Using the records below, give again exactly the lines from the line that contains "translate:-100% -50%; text-align:right" through the line that contains "position:absolute; left:389px; top:2086px;", both ends included, and only those.

--- DATA EXTRACTS ---

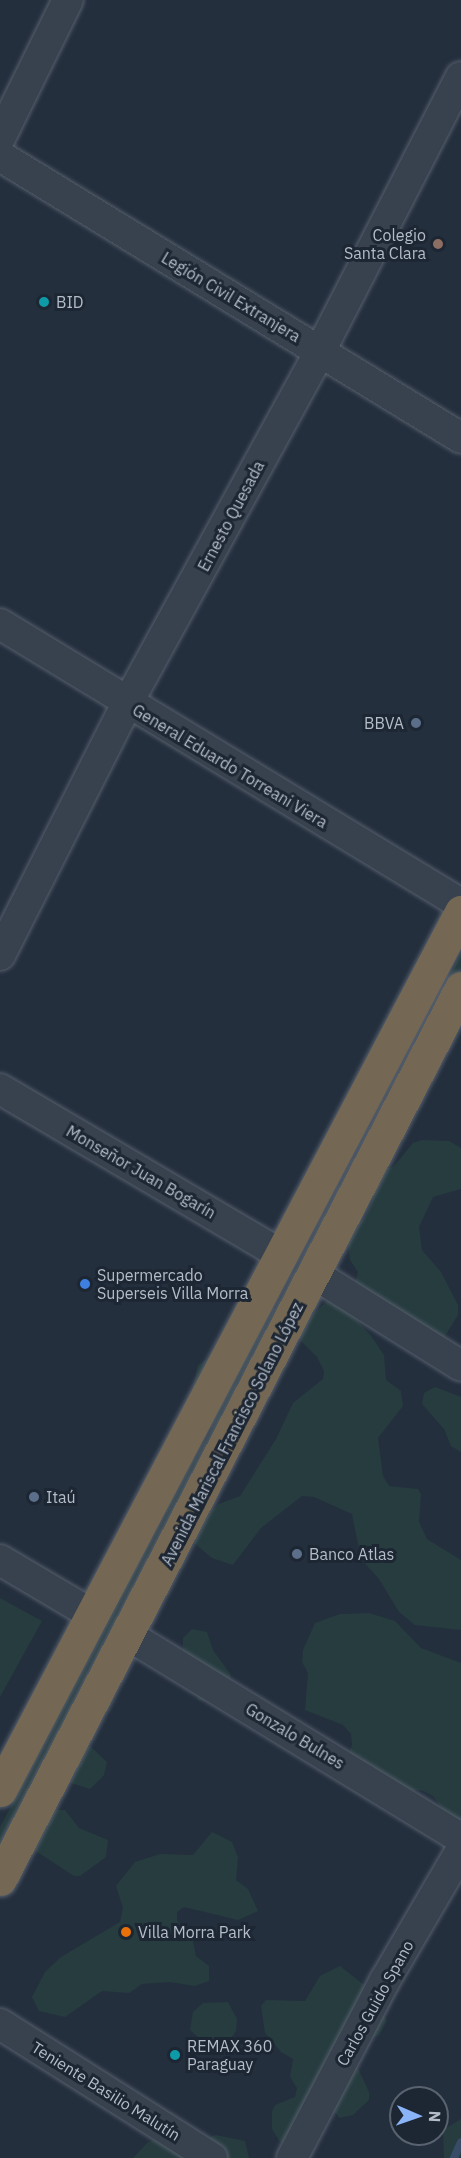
<!DOCTYPE html>
<html>
<head>
<meta charset="utf-8">
<style>
  body { margin:0 }
  #map { position:relative; width:461px; height:2158px; overflow:hidden; background:#242f3e; font-family:"IBM Plex Sans",sans-serif }
  div>[style] { position:absolute }
  [style*='--x'] { left:calc(var(--x)*1px); top:calc(var(--y)*1px); width:calc(var(--w)*1px); rotate:calc(var(--a)*1deg) }
  .green>* { inset:0; background:#263c3f }
  .stream>* { height:8px; margin:-4px; padding:0 4px; transform-origin:4px; border-radius:4px; background:#394c67 }
  .roads { filter:drop-shadow(0 0 2px #565f6c) drop-shadow(0 0 2px #565f6c) }
  .minor>* { height:30px; margin:-15px; padding:0 15px; transform-origin:15px; border-radius:15px; background:#38414e }
  .highway>* { height:33px; margin:-16.5px; padding:0 16.5px; transform-origin:16.5px; border-radius:16.5px; background:#746855 }
  .dots>* { width:16px; height:16px; translate:-50% -50%; box-sizing:border-box; border:3px solid #1d2633; border-radius:50% }
  span { translate:-50% -50%; white-space:nowrap; text-align:center; line-height:1.15; -webkit-text-stroke:6px #1d2633; paint-order:stroke }
  .poi-label { font-size:16px; color:#b4bcc9 }
  .right { translate:-100% -50%; text-align:right }
  .left { translate:0 -50%; text-align:left }
  .street-label { font-size:16px; color:#b4bcc9 }
  .north { position:absolute; left:389px; top:2086px; width:60px; height:60px; box-sizing:border-box; background:#1d2633; border:2px solid #59626f; border-radius:50%; rotate:92deg; font-size:16px; font-weight:700; line-height:24px; text-align:center; color:#b4bcc9 }
  .north::after { content:''; display:block; margin:auto; width:21px; height:27px; background:#8ab4f8; clip-path:polygon(50% 0,100% 100%,50% 72%,0 100%) }
</style>
</head>
<body>
<div id="map">
  <div class="green">
    <div style="clip-path:polygon(461px 953px,461px 973px,0 1847px,0 1827px,122px 1597px,105px 1600px,150px 1543px,167px 1512px,154px 1513px,185px 1450px,195px 1458px,212px 1428px,205px 1427px,193px 1386px,198px 1365px,216px 1353px,263px 1307px,275px 1309px)"></div>
    <div style="clip-path:polygon(422px 1140px,449px 1141px,461px 1148px,461px 1189px,433px 1197px,419px 1227px,422px 1250px,441px 1272px,458px 1305px,458px 1315px,434px 1354px,354px 1287px,358px 1272px,350px 1260px,348px 1243px,349px 1235px,366px 1216px,384px 1169px,393px 1167px,413px 1143px)"></div>
    <div style="clip-path:polygon(329px 1299px,348px 1310px,372px 1337px,384px 1355px,386px 1380px,401px 1391px,403px 1406px,378px 1438px,383px 1476px,389px 1486px,418px 1489px,421px 1494px,419px 1522px,427px 1539px,461px 1560px,461px 1630px,415px 1625px,399px 1612px,379px 1579px,361px 1559px,352px 1514px,314px 1497px,302px 1496px,261px 1528px,233px 1565px,212px 1558px,194px 1543px,200px 1521px,219px 1504px,240px 1496px,276px 1439px,293px 1403px,323px 1379px,324px 1371px,317px 1357px,300px 1340px,300px 1327px)"></div>
    <div style="clip-path:polygon(435px 1387px,461px 1397px,461px 1452px,451px 1446px,444px 1429px,422px 1404px,424px 1393px)"></div>
    <div style="clip-path:polygon(0 1598px,42px 1621px,0 1697px)"></div>
    <div style="clip-path:polygon(369px 1613px,395px 1621px,421px 1648px,461px 1663px,461px 1849px,440px 1824px,441px 1807px,433px 1796px,421px 1790px,384px 1793px,342px 1770px,352px 1745px,351px 1734px,343px 1725px,305px 1710px,308px 1673px,302px 1662px,303px 1650px,315px 1623px,340px 1614px)"></div>
    <div style="clip-path:polygon(192px 1629px,207px 1632px,213px 1650px,231px 1675px,224px 1694px,203px 1701px,198px 1700px,183px 1653px,183px 1638px)"></div>
    <div style="clip-path:polygon(87px 1743px,107px 1762px,104px 1775px,90px 1789px,68px 1782px)"></div>
    <div style="clip-path:polygon(57px 1810px,65px 1810px,79px 1828px,108px 1840px,106px 1857px,80px 1876px,74px 1876px,31px 1848px,49px 1814px)"></div>
    <div style="clip-path:polygon(212px 1832px,232px 1842px,238px 1857px,236px 1880px,248px 1889px,258px 1911px,238px 1920px,184px 1907px,177px 1912px,177px 1920px,193px 1941px,196px 1956px,209px 1966px,209px 1981px,195px 1986px,170px 1982px,142px 1984px,129px 1993px,102px 1991px,65px 2017px,39px 2011px,32px 1997px,45px 1972px,61px 1957px,120px 1922px,123px 1908px,116px 1886px,135px 1862px,160px 1854px,193px 1855px)"></div>
    <div style="clip-path:polygon(340px 1966px,368px 1988px,387px 2021px,379px 2035px,364px 2040px,351px 2053px,369px 2092px,369px 2100px,353px 2115px,339px 2118px,336px 2113px,322px 2114px,288px 2144px,280px 2142px,272px 2129px,272px 2111px,275px 2105px,295px 2097px,297px 2088px,290px 2077px,293px 2059px,281px 2052px,265px 2033px,261px 2006px,266px 2000px,305px 2001px,320px 1976px)"></div>
    <div style="clip-path:polygon(228px 2002px,237px 2019px,236px 2031px,228px 2043px,223px 2047px,206px 2044px,190px 2030px,193px 2012px,203px 2003px)"></div>
    <div style="clip-path:polygon(461px 2119px,461px 2158px,444px 2158px,443px 2130px)"></div>
    <div style="clip-path:polygon(216px 2135px,245px 2141px,249px 2158px,196px 2158px,204px 2139px)"></div>
    <div style="clip-path:polygon(159px 2137px,192px 2158px,133px 2158px,147px 2143px)"></div>
  </div>
  <div class="stream">
    <div style="--x:454;--y:2158;--w:17;--a:-66"></div>
  </div>
  <div class="roads">
    <div class="minor">
      <div style="--x:0;--y:138;--w:154;--a:-63.8"></div>
      <div style="--x:0;--y:156;--w:540;--a:31.45"></div>
      <div style="--x:0;--y:624;--w:539;--a:31.27"></div>
      <div style="--x:0;--y:955;--w:281;--a:-63.2"></div>
      <div style="--x:127;--y:704;--w:402;--a:-61.3"></div>
      <div style="--x:320;--y:351;--w:308;--a:-62.8"></div>
      <div style="--x:0;--y:1089;--w:327;--a:30.5"></div>
      <div style="--x:314;--y:1274;--w:173;--a:32"></div>
      <div style="--x:0;--y:1560;--w:108;--a:30.6"></div>
      <div style="--x:128;--y:1635;--w:390;--a:31.4"></div>
      <div style="--x:0;--y:2024;--w:251;--a:32.3"></div>
      <div style="--x:292;--y:2158;--w:199;--a:-62.4"></div>
      <div style="--x:384;--y:1982;--w:153;--a:-59.7"></div>
    </div>
    <div class="highway">
      <div style="--x:0;--y:1790;--w:992;--a:-62.3"></div>
      <div style="--x:0;--y:1879;--w:1003;--a:-62.64"></div>
    </div>
  </div>
  <div class="dots">
    <div style="left:438px;top:244px;background:#8d6e63"></div>
    <div style="left:44px;top:302px;background:#0f9aa8"></div>
    <div style="left:416px;top:723px;background:#5c6f8a"></div>
    <div style="left:85px;top:1284px;background:#3f7fe0"></div>
    <div style="left:34px;top:1497px;background:#5c6f8a"></div>
    <div style="left:297px;top:1554px;background:#5c6f8a"></div>
    <div style="left:126px;top:1932px;background:#e8710a"></div>
    <div style="left:175px;top:2055px;background:#0f9aa8"></div>
  </div>
  <div class="poi-label">
    <span class="right" style="left:426px;top:244px">Colegio<br>Santa Clara</span>
    <span class="left" style="left:56px;top:302px">BID</span>
    <span class="right" style="left:404px;top:723px">BBVA</span>
    <span class="left" style="left:97px;top:1284px">Supermercado<br>Superseis Villa Morra</span>
    <span class="left" style="left:46px;top:1497px">Itaú</span>
    <span class="left" style="left:309px;top:1554px">Banco Atlas</span>
    <span class="left" style="left:138px;top:1932px">Villa Morra Park</span>
    <span class="left" style="left:187px;top:2055px">REMAX 360<br>Paraguay</span>
  </div>
  <div class="street-label">
    <span style="left:231px;top:297px;rotate:31deg">Legión Civil Extranjera</span>
    <span style="left:231px;top:516px;rotate:-62deg">Ernesto Quesada</span>
    <span style="left:230px;top:766px;rotate:31deg">General Eduardo Torreani Viera</span>
    <span style="left:141px;top:1172px;rotate:30deg">Monseñor Juan Bogarín</span>
    <span style="left:232px;top:1434px;rotate:-63deg">Avenida Mariscal Francisco Solano López</span>
    <span style="left:295px;top:1736px;rotate:31deg">Gonzalo Bulnes</span>
    <span style="left:375px;top:2003px;rotate:-61deg">Carlos Guido Spano</span>
    <span style="left:106px;top:2091px;rotate:32deg">Teniente Basilio Malutín</span>
  </div>
  <div class="north">N</div>
</div>
</body>
</html>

---

● WORKED SOLUTION
  .right { translate:-100% -50%; text-align:right }
  .left { translate:0 -50%; text-align:left }
  .street-label { font-size:16px; color:#b4bcc9 }
  .north { position:absolute; left:389px; top:2086px; width:60px; height:60px; box-sizing:border-box; background:#1d2633; border:2px solid #59626f; border-radius:50%; rotate:92deg; font-size:16px; font-weight:700; line-height:24px; text-align:center; color:#b4bcc9 }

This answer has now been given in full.